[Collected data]
== Segment start ==

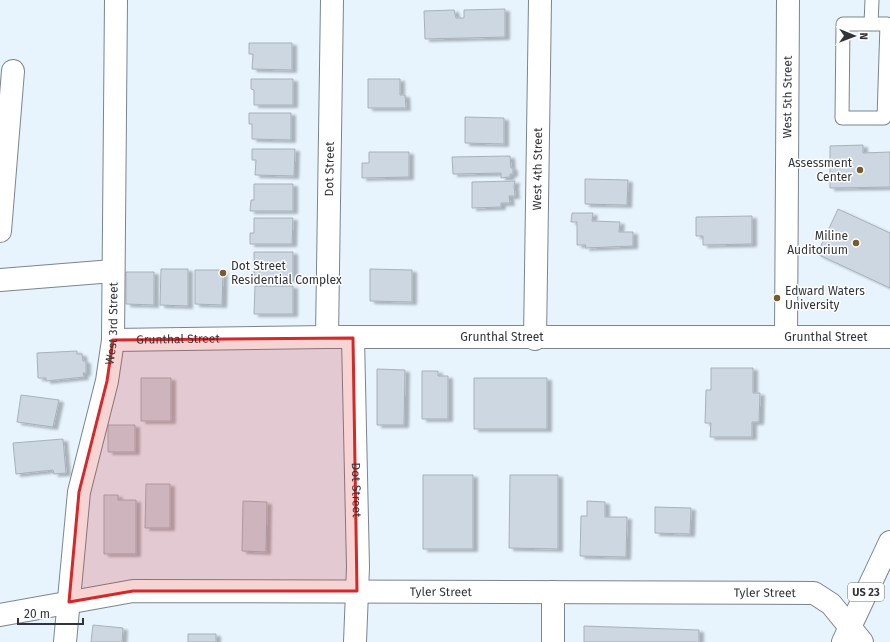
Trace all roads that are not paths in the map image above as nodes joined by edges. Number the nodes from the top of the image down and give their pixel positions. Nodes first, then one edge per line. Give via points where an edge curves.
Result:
1 (116, 0) edge
2 (332, 0) edge
3 (540, 0) edge
4 (788, 0) edge
5 (872, 0) edge
6 (870, 24) junction
7 (12, 71) dead end
8 (0, 231) edge
9 (113, 271) junction
10 (0, 280) edge
11 (786, 337) junction
12 (890, 337) edge
13 (327, 338) junction
14 (353, 338) junction
15 (535, 339) junction
16 (113, 340) junction
17 (890, 542) edge
18 (357, 591) junction
19 (553, 592) junction
20 (69, 602) junction
21 (0, 614) edge
22 (852, 637) edge
23 (65, 642) edge
24 (355, 642) edge
25 (553, 642) edge

1 - 9 street, West 3rd Street
2 - 13 street, Dot Street
3 - 15 street, West 4th Street
4 - 11 street, West 5th Street
5 - 6 lane
6 - 6 lane via 887,24 884,118 842,118 843,24
7 - 8 street
9 - 10 street
9 - 16 street, West 3rd Street
11 - 12 street, Grunthal Street
11 - 15 street, Grunthal Street
13 - 14 street, Grunthal Street
13 - 16 street, Grunthal Street
14 - 15 street, Grunthal Street
14 - 18 street, Dot Street
16 - 20 street, West 3rd Street via 107,381 79,492
17 - 22 street, US 23
18 - 19 street, Tyler Street
18 - 20 street, Tyler Street via 133,591
18 - 24 street, Dot Street
19 - 22 street, Tyler Street via 814,593 831,604
19 - 25 street
20 - 21 street, Tyler Street
20 - 23 street, West 3rd Street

== Segment end ==

## What is expected
The result should be every entry, word for word, and no pictures.

## Output for this exercise
Trace all roads that are not paths in the map image above as nodes joined by edges. Number the nodes from the top of the image down and give their pixel positions. Nodes first, then one edge per line. Give via points where an edge curves.
Result:
1 (116, 0) edge
2 (332, 0) edge
3 (540, 0) edge
4 (788, 0) edge
5 (872, 0) edge
6 (870, 24) junction
7 (12, 71) dead end
8 (0, 231) edge
9 (113, 271) junction
10 (0, 280) edge
11 (786, 337) junction
12 (890, 337) edge
13 (327, 338) junction
14 (353, 338) junction
15 (535, 339) junction
16 (113, 340) junction
17 (890, 542) edge
18 (357, 591) junction
19 (553, 592) junction
20 (69, 602) junction
21 (0, 614) edge
22 (852, 637) edge
23 (65, 642) edge
24 (355, 642) edge
25 (553, 642) edge

1 - 9 street, West 3rd Street
2 - 13 street, Dot Street
3 - 15 street, West 4th Street
4 - 11 street, West 5th Street
5 - 6 lane
6 - 6 lane via 887,24 884,118 842,118 843,24
7 - 8 street
9 - 10 street
9 - 16 street, West 3rd Street
11 - 12 street, Grunthal Street
11 - 15 street, Grunthal Street
13 - 14 street, Grunthal Street
13 - 16 street, Grunthal Street
14 - 15 street, Grunthal Street
14 - 18 street, Dot Street
16 - 20 street, West 3rd Street via 107,381 79,492
17 - 22 street, US 23
18 - 19 street, Tyler Street
18 - 20 street, Tyler Street via 133,591
18 - 24 street, Dot Street
19 - 22 street, Tyler Street via 814,593 831,604
19 - 25 street
20 - 21 street, Tyler Street
20 - 23 street, West 3rd Street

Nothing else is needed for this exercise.